• Task description: Whenever the word "Ольги" turns up in a line of the data below, copy that line.

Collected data
+--

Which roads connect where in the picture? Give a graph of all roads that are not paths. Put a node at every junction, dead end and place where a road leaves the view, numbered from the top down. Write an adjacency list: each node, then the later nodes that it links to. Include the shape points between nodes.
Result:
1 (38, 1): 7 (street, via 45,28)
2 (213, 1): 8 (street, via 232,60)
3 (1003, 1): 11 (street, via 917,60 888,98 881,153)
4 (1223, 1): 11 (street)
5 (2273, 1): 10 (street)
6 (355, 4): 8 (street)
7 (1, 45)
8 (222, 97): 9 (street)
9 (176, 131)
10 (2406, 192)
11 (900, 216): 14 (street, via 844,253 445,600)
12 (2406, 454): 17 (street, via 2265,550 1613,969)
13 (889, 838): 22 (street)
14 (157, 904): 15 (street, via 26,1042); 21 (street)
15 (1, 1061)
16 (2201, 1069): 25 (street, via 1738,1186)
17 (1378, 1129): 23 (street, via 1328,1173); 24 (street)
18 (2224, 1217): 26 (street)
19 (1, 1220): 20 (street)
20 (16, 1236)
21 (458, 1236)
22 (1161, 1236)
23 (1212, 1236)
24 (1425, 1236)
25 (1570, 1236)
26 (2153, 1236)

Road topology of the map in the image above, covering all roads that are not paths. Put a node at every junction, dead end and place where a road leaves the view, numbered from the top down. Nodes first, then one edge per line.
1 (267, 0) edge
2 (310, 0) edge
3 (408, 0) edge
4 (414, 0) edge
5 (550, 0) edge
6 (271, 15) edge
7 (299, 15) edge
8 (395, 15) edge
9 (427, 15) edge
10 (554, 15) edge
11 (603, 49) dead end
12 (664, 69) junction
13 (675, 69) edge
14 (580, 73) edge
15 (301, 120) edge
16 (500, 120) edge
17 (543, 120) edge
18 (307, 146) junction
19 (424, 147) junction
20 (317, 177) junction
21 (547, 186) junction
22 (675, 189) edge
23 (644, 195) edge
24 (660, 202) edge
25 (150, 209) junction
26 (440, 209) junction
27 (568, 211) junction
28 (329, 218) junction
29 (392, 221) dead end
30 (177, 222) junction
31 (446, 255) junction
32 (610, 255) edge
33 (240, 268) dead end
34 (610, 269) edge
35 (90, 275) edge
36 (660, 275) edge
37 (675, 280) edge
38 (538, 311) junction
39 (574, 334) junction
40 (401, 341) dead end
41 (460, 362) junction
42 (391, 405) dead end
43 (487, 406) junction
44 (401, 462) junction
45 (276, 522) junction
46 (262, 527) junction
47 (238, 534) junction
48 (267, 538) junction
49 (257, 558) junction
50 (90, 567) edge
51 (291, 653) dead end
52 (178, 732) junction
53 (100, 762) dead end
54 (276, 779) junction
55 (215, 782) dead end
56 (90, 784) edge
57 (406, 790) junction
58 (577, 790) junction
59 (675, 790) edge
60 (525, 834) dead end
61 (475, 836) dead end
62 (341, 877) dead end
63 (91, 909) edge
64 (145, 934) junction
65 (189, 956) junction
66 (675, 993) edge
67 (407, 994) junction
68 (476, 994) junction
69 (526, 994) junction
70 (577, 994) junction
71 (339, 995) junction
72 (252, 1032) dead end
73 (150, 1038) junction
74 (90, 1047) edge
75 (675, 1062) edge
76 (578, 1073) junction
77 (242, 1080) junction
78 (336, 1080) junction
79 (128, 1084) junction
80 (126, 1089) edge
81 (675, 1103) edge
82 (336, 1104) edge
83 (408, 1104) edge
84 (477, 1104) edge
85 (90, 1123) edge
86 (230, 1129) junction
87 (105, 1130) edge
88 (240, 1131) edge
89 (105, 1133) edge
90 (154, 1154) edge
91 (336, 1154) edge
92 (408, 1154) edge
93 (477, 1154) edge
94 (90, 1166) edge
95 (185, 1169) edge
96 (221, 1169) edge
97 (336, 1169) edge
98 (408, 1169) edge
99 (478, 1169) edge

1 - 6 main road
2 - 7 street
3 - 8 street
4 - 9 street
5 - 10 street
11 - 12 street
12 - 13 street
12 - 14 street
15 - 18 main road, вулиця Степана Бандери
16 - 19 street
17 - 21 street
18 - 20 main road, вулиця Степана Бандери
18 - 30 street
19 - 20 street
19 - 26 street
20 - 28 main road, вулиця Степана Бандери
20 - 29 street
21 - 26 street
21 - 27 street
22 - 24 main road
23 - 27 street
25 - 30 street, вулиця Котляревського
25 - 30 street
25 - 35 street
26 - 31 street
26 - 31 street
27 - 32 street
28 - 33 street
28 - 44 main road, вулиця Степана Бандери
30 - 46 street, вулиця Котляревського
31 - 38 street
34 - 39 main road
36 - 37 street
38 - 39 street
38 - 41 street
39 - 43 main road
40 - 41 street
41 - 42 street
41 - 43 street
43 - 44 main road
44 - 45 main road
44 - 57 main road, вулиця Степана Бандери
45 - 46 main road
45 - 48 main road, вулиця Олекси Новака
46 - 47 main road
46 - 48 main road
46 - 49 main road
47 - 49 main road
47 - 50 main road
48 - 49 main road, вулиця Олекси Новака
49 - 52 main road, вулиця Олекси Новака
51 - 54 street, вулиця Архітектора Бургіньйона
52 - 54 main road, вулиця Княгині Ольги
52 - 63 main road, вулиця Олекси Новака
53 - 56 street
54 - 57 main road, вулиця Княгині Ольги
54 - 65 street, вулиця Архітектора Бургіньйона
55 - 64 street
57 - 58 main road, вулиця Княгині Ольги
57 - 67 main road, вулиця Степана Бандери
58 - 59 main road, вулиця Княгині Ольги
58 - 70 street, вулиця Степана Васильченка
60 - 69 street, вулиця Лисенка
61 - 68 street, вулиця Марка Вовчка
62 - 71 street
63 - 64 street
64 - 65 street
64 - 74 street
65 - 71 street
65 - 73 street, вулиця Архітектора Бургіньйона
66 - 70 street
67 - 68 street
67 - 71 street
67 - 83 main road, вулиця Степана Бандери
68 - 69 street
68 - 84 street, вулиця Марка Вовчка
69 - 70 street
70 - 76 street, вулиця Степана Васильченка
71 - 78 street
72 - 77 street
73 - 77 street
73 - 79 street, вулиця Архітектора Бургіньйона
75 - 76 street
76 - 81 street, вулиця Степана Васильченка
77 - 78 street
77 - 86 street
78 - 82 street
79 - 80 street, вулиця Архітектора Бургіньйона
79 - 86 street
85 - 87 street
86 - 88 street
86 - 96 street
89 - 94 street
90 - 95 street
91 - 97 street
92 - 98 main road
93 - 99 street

+--

• Answer box:
52 - 54 main road, вулиця Княгині Ольги
54 - 57 main road, вулиця Княгині Ольги
57 - 58 main road, вулиця Княгині Ольги
58 - 59 main road, вулиця Княгині Ольги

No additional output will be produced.